Hij liet zich achterover zakken totdat zijn rug de leuning van het bankje raakte. Het was niet druk in het park. Verderop drentelde een zwerver heen en weer, gebukt onder de lading van zijn uitpuilende plastic tassen. Meer mensen waren er niet te zien.
‘Ach, wat zal het ook,’ mompelde hij, en hij vouwde het folie weer om de appeltaart heen. Uit zijn koffer haalde hij een tweede pakketje, waarin hij twee boterhammen met kaas vond. Die at hij op. De rest van zijn pauze bleef hij op het bankje zitten, genietend van de zon die door de bladerloze takken op zijn gezicht scheen. Het was midden in de winter, maar het leek meer op een lentedag. Toen hij wegging, liet hij het pakketje met de taart achter. Hij keek een keer achterom. De zwerver liep waggelend naar het bankje.

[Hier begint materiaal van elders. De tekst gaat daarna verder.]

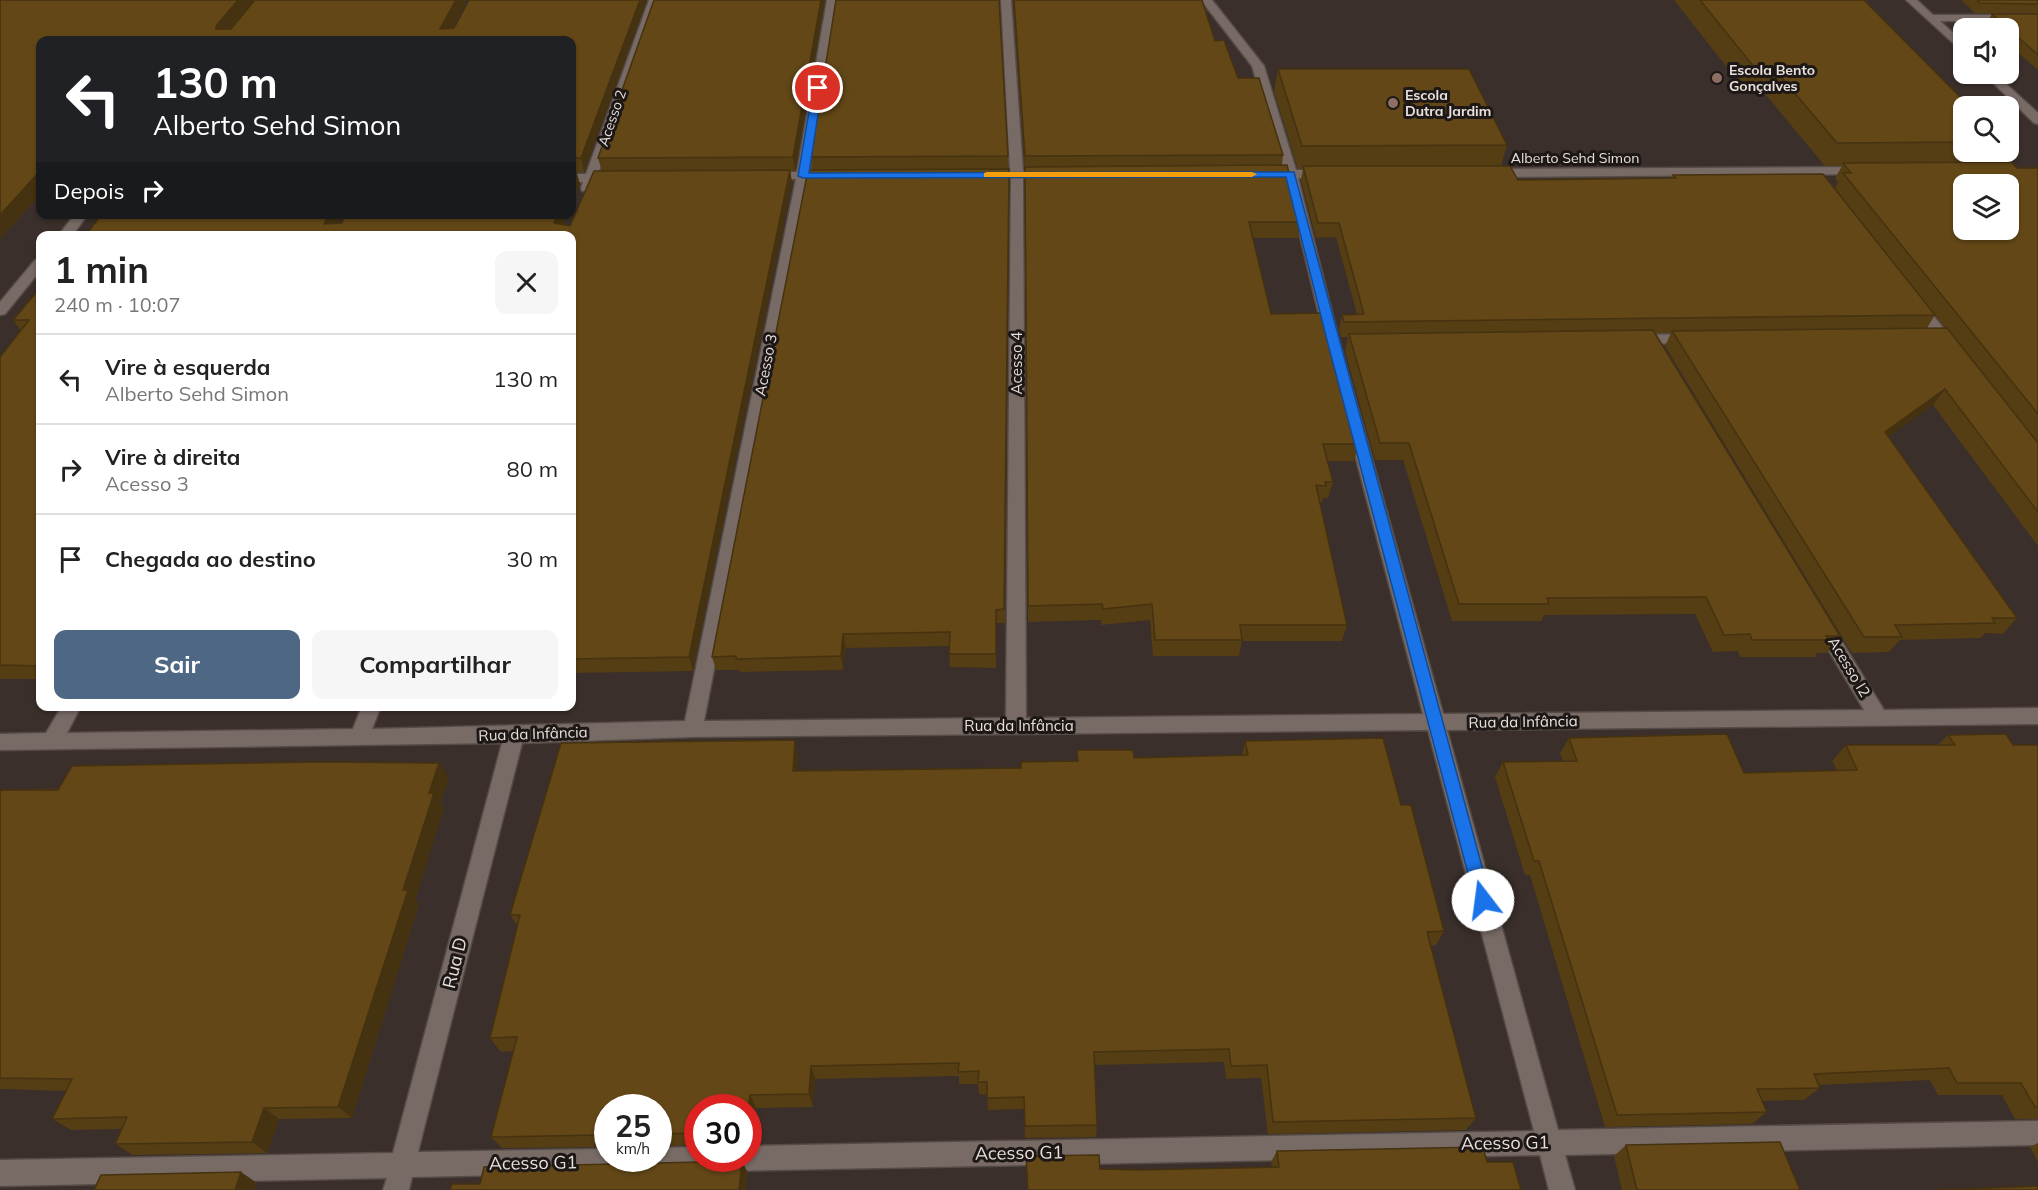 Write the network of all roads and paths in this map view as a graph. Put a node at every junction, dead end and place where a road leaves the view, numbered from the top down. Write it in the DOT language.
graph roads {
  1 [pos="654,0"];
  2 [pos="832,0"];
  3 [pos="1006,0"];
  4 [pos="1206,0"];
  5 [pos="1911,0"];
  6 [pos="1929,18"];
  7 [pos="2038,18"];
  8 [pos="1953,40"];
  9 [pos="2000,84"];
  10 [pos="2038,120"];
  11 [pos="1872,171"];
  12 [pos="1813,172"];
  13 [pos="1481,173"];
  14 [pos="1017,174"];
  15 [pos="1065,174"];
  16 [pos="1255,174"];
  17 [pos="1291,174"];
  18 [pos="1338,174"];
  19 [pos="839,175"];
  20 [pos="969,175"];
  21 [pos="756,176"];
  22 [pos="803,176"];
  23 [pos="576,178"];
  24 [pos="591,178"];
  25 [pos="627,178"];
  26 [pos="1828,190"];
  27 [pos="583,197"];
  28 [pos="78,219"];
  29 [pos="68,231"];
  30 [pos="36,268"];
  31 [pos="1907,290"];
  32 [pos="0,311"];
  33 [pos="1919,336"];
  34 [pos="1943,336"];
  35 [pos="1709,339"];
  36 [pos="1616,340"];
  37 [pos="1651,340"];
  38 [pos="1957,355"];
  39 [pos="1663,360"];
  40 [pos="1811,605"];
  41 [pos="69,711"];
  42 [pos="370,711"];
  43 [pos="2038,716"];
  44 [pos="1879,718"];
  45 [pos="1435,723"];
  46 [pos="1016,726"];
  47 [pos="693,729"];
  48 [pos="514,735"];
  49 [pos="359,737"];
  50 [pos="52,741"];
  51 [pos="0,742"];
  52 [pos="2038,1133"];
  53 [pos="1549,1143"];
  54 [pos="403,1165"];
  55 [pos="0,1173"];
  56 [pos="396,1190"];
  57 [pos="1562,1190"];
  1 -- 24 [label="street, Acesso 2"];
  2 -- 22 [label="street, Acesso 3"];
  3 -- 14 [label="street, Acesso 4"];
  4 -- 17 [label="street"];
  5 -- 6 [label="street"];
  6 -- 7 [label="street"];
  6 -- 8 [label="street"];
  9 -- 10 [label="street"];
  11 -- 12 [label="street, Alberto Sehd Simon"];
  12 -- 13 [label="street, Alberto Sehd Simon"];
  12 -- 26 [label="street"];
  14 -- 15 [label="street"];
  14 -- 20 [label="street"];
  14 -- 46 [label="street, Acesso 4"];
  16 -- 17 [label="street"];
  17 -- 18 [label="street"];
  17 -- 45 [label="street"];
  19 -- 22 [label="street"];
  21 -- 22 [label="street"];
  22 -- 47 [label="street, Acesso 3"];
  23 -- 24 [label="street"];
  24 -- 25 [label="street"];
  24 -- 27 [label="street, Acesso 2"];
  28 -- 29 [label="street"];
  30 -- 32 [label="street"];
  31 -- 34 [label="street"];
  33 -- 34 [label="street"];
  34 -- 38 [label="street"];
  35 -- 37 [label="street"];
  36 -- 37 [label="street"];
  37 -- 39 [label="street"];
  40 -- 44 [label="street, Acesso I2"];
  41 -- 50 [label="street"];
  42 -- 49 [label="street"];
  43 -- 44 [label="street, Rua da Infância"];
  44 -- 45 [label="street, Rua da Infância"];
  45 -- 46 [label="street, Rua da Infância"];
  45 -- 53 [label="street"];
  46 -- 47 [label="street, Rua da Infância"];
  47 -- 48 [label="street, Rua da Infância"];
  48 -- 49 [label="street, Rua da Infância"];
  48 -- 54 [label="street, Rua D"];
  49 -- 50 [label="street, Rua da Infância"];
  50 -- 51 [label="street, Rua da Infância"];
  52 -- 53 [label="street, Acesso G1"];
  53 -- 54 [label="street, Acesso G1"];
  53 -- 57 [label="street"];
  54 -- 55 [label="street, Acesso G1"];
  54 -- 56 [label="street, Rua D"];
}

Ellie ging tegenover hem aan de ontbijttafel zitten. Hij keek haar aan, zich verwonderend over haar merkwaardige gedrag. Ze was extreem rustig. Normaal liep ze ’s ochtends op hem te foeteren. De laatste dagen was er iets veranderd. Ze sprak amper nog tegen hem. En ze leek hem met haar priemende blik te bestuderen.
‘Hoe vond je de appeltaart?’ vroeg ze.
Hij fronste. ‘Die je een paar dagen terug had meegegeven?’
‘Hm-hm.’
‘Lekker.’ Hij verborg zijn leugenachtige gezicht door de krant naar zich toe te trekken.
‘Echt waar?’
‘Natuurlijk…’ Het woordje ‘schat’ bleef in zijn keel steken. Zijn ogen lazen de kleine kop, rechtsonderaan op de voorpagina van de krant. Heel langzaam stond hij op. Ellie hield hem niet tegen, toen hij met de krant in zijn hand het huis uit liep. De kleine krantenkop zou hij nooit meer kunnen vergeten.
Dode zwerver at vergiftigde appeltaart.
Na achtentwintig jaar had ze toch moeten weten dat hij geen appeltaart at.